**DATA FOR THIS TASK**
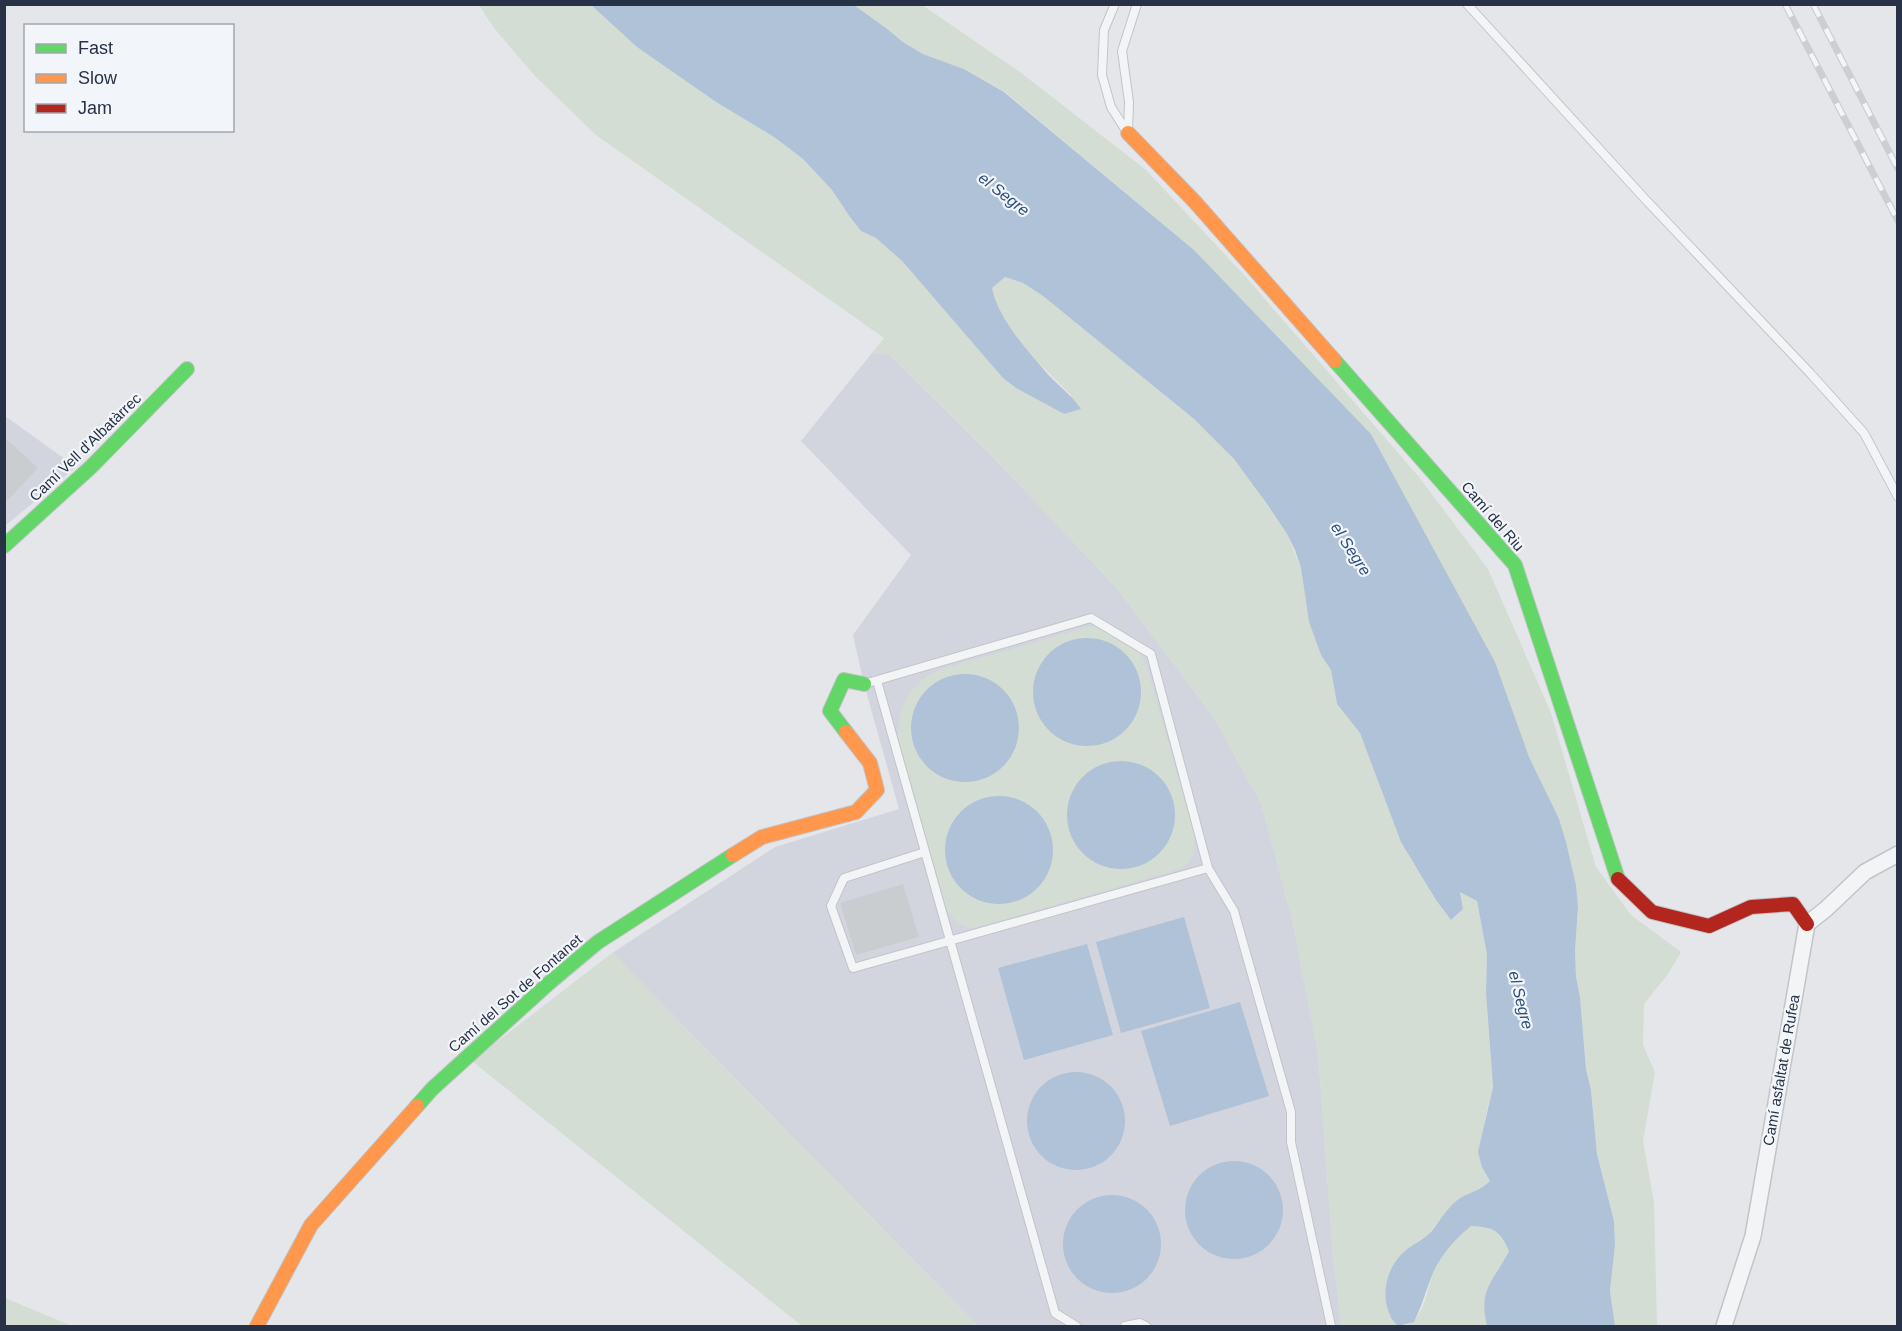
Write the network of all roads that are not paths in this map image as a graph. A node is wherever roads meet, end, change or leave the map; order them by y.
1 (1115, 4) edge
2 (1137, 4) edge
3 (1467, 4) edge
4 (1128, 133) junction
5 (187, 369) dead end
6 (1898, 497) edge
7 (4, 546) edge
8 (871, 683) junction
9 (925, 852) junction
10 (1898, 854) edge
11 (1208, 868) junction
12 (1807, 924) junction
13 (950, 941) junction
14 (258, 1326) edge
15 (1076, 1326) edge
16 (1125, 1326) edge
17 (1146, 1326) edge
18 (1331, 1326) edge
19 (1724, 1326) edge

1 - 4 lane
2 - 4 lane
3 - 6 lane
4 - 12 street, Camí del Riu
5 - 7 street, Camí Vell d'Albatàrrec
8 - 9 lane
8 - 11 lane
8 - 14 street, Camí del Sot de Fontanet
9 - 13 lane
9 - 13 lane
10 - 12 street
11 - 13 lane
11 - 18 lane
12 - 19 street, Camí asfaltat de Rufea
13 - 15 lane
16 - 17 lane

**BRIEF**
Word for word, quote the full listing, omitting every picture.

**SOLVED EXERCISE**
Write the network of all roads that are not paths in this map image as a graph. A node is wherever roads meet, end, change or leave the map; order them by y.
1 (1115, 4) edge
2 (1137, 4) edge
3 (1467, 4) edge
4 (1128, 133) junction
5 (187, 369) dead end
6 (1898, 497) edge
7 (4, 546) edge
8 (871, 683) junction
9 (925, 852) junction
10 (1898, 854) edge
11 (1208, 868) junction
12 (1807, 924) junction
13 (950, 941) junction
14 (258, 1326) edge
15 (1076, 1326) edge
16 (1125, 1326) edge
17 (1146, 1326) edge
18 (1331, 1326) edge
19 (1724, 1326) edge

1 - 4 lane
2 - 4 lane
3 - 6 lane
4 - 12 street, Camí del Riu
5 - 7 street, Camí Vell d'Albatàrrec
8 - 9 lane
8 - 11 lane
8 - 14 street, Camí del Sot de Fontanet
9 - 13 lane
9 - 13 lane
10 - 12 street
11 - 13 lane
11 - 18 lane
12 - 19 street, Camí asfaltat de Rufea
13 - 15 lane
16 - 17 lane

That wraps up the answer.